The 10 Selected Turkish Expressions
Out of a long list of similar items, the items picked for the survey were 10 utterances that at first hearing do not seem striking but, when looked at more closely, seem awkward and are not really appropriate in Turkish. These utterances varied in terms of the functions that they performed in communication. For instance, the expressions in question 1 "bana 5 dakika ver" (Give me 5 minutes), question 3 "Aptal olma" (Don't be stupid), question 4 "Daha iyi günlerim oldu" (I've had better days), also sound awkward and would probably be expressed differently by native speakers of Turkish.

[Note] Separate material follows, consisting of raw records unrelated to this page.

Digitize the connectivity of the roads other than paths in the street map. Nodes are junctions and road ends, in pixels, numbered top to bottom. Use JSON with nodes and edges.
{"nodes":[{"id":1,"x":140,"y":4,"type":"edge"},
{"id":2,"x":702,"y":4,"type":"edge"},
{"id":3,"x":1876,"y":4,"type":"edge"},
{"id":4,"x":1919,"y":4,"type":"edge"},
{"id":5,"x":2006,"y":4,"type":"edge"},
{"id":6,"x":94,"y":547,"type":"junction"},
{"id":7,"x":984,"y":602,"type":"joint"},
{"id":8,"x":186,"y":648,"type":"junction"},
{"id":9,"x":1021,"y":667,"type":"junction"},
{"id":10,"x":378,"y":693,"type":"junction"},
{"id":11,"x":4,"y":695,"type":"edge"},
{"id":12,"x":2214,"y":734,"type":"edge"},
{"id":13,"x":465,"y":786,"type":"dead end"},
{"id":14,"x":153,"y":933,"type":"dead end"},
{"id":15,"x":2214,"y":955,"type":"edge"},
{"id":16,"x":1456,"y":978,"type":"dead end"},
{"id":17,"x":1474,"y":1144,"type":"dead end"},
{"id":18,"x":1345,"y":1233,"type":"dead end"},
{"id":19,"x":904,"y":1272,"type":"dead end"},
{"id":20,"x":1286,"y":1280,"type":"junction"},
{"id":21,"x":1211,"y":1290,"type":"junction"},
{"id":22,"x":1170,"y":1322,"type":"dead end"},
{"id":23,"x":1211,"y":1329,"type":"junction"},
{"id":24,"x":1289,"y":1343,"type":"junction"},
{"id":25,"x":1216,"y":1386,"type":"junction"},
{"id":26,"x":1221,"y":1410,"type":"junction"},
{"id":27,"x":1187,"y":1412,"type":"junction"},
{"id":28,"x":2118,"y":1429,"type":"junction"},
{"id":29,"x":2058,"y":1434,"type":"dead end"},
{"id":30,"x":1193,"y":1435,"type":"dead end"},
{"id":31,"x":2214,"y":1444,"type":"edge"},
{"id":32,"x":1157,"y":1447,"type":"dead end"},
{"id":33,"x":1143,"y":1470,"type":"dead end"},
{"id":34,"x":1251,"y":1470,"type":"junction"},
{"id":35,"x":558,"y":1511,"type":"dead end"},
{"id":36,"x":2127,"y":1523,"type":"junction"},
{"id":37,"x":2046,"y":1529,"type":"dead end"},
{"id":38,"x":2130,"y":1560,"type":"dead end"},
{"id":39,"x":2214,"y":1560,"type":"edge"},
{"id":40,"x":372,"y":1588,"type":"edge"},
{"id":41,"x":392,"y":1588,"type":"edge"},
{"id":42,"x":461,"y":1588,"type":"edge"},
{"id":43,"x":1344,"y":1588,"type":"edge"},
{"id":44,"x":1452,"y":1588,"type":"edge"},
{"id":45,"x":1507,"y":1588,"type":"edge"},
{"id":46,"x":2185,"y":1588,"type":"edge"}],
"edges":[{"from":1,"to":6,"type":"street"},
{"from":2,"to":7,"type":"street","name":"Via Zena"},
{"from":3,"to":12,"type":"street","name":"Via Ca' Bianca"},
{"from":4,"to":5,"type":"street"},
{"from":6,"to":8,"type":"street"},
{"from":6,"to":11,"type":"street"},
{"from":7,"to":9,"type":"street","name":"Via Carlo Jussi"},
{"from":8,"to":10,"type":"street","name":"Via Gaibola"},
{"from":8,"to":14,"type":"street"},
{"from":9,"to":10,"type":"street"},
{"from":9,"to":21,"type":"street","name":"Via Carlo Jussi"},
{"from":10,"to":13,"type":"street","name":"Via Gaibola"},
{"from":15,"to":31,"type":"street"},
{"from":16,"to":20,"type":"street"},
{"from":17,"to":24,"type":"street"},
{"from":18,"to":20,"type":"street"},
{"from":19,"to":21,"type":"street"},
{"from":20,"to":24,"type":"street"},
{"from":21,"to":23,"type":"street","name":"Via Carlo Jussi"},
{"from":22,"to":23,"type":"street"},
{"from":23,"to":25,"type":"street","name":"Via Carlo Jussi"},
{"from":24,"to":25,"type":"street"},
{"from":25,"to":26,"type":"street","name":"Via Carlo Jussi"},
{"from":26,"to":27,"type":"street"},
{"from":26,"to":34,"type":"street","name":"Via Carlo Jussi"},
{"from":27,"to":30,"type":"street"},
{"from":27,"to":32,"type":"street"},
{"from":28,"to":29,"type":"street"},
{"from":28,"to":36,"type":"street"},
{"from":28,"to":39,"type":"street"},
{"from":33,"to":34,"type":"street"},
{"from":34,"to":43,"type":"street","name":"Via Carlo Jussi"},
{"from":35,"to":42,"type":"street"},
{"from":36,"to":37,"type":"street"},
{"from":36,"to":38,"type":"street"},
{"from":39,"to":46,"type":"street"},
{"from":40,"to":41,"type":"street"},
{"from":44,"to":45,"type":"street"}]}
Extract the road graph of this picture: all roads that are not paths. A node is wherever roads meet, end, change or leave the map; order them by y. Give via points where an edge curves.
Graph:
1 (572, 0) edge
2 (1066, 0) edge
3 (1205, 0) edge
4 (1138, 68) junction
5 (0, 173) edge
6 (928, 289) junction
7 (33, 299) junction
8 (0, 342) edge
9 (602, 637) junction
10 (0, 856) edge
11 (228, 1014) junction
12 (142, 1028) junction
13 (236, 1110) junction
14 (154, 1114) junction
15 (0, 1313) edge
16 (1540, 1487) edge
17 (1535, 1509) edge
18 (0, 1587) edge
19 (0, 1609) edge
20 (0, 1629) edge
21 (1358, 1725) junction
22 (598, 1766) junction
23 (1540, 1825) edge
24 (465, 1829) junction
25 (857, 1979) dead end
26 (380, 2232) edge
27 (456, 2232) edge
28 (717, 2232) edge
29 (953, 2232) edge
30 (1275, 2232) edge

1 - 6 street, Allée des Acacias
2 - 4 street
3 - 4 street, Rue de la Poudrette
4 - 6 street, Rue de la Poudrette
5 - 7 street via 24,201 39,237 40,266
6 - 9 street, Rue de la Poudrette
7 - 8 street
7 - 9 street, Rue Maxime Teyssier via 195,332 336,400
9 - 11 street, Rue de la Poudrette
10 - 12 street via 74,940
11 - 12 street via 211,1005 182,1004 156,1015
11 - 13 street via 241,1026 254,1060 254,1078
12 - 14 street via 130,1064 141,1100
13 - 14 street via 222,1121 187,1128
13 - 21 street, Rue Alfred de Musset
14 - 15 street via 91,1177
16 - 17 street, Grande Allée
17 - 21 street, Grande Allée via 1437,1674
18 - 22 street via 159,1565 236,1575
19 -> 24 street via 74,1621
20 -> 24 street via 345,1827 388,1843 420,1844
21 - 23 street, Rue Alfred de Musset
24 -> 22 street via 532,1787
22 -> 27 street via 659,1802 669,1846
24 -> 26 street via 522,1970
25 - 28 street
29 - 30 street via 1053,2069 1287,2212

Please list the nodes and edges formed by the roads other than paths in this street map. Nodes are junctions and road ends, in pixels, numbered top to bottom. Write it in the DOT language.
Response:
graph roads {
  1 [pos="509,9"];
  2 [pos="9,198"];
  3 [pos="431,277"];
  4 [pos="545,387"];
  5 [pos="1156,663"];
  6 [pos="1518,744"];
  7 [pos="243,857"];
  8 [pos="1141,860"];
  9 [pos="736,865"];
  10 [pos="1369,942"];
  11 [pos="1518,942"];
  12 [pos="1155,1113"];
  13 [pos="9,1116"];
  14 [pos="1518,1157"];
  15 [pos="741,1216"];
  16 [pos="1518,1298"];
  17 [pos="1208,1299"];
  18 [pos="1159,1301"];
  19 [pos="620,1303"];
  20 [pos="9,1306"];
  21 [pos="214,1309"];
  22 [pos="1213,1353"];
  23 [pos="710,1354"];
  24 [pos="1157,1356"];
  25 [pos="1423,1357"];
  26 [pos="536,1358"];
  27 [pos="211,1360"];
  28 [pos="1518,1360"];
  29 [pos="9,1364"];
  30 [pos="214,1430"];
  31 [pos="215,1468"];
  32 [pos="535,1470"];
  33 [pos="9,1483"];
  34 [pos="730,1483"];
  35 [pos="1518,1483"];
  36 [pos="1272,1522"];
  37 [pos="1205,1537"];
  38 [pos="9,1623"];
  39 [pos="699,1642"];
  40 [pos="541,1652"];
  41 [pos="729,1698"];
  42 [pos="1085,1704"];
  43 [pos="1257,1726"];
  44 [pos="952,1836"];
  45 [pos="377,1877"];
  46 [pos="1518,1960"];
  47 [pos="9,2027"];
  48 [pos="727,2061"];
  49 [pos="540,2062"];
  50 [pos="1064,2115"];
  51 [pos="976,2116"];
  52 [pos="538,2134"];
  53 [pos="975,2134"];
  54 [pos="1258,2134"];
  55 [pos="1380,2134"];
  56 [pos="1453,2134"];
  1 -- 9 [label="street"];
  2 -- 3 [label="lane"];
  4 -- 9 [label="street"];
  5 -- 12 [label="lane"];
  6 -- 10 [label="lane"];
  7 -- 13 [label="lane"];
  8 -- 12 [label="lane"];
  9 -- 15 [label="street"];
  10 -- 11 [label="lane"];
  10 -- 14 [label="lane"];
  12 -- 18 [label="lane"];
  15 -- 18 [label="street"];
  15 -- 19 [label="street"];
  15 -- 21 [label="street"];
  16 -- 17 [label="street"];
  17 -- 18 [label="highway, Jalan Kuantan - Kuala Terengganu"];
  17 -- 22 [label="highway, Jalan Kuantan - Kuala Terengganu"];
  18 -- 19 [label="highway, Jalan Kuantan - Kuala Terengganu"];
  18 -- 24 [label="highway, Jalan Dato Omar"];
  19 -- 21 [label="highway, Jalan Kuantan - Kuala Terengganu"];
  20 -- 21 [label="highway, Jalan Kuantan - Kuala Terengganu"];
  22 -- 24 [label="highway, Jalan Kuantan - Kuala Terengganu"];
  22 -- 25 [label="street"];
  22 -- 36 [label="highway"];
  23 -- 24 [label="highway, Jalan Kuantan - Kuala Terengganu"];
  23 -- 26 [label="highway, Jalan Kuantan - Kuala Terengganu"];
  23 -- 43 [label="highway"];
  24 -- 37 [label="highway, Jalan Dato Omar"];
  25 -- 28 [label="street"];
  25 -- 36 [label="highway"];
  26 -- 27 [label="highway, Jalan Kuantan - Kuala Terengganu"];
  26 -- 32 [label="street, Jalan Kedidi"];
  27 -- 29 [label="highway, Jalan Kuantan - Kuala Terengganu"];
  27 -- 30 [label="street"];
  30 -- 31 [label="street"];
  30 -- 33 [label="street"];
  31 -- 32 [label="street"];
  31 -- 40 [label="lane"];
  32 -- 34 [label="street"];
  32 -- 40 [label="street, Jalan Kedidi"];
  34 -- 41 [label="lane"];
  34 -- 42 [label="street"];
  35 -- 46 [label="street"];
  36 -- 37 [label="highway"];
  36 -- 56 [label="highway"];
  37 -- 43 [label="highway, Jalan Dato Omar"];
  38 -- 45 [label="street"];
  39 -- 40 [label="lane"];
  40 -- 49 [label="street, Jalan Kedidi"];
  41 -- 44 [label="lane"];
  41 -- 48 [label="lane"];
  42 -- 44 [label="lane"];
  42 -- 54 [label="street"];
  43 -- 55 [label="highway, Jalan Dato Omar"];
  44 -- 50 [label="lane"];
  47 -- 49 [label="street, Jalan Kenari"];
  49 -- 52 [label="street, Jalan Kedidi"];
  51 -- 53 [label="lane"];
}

The first one often takes a form such as "bir dakika bekle" or in fact "bir dakika bekle"; the second one "Saçmalama" and the third one would probably not be expressed overtly to mean "I'm not OK"; rather it would be skipped over if the encounter was brief and the two people were not very close. In the case of two close friends talking, probably some interlocutors would directly state the fact that they are not feeling/faring well. Turkish "How are you?" type of greetings and socialising instances tend to be formulaic but the level of openness in these depends on the degree of intimacy of the speakers.
In question 2, "Korkarım", which is the translation of "I'm afraid", also occurs in initial position because this item introduces news with negative connotations or directly the bad news in English. In Turkish, speakers would probably use "Maalesef" if a one word equivalent expression is needed. There are also other ways of starting a sentence that will bear bad news in Turkish in phrase or clause form as in "Nasil söyleyeceğimi bilemiyorum ama".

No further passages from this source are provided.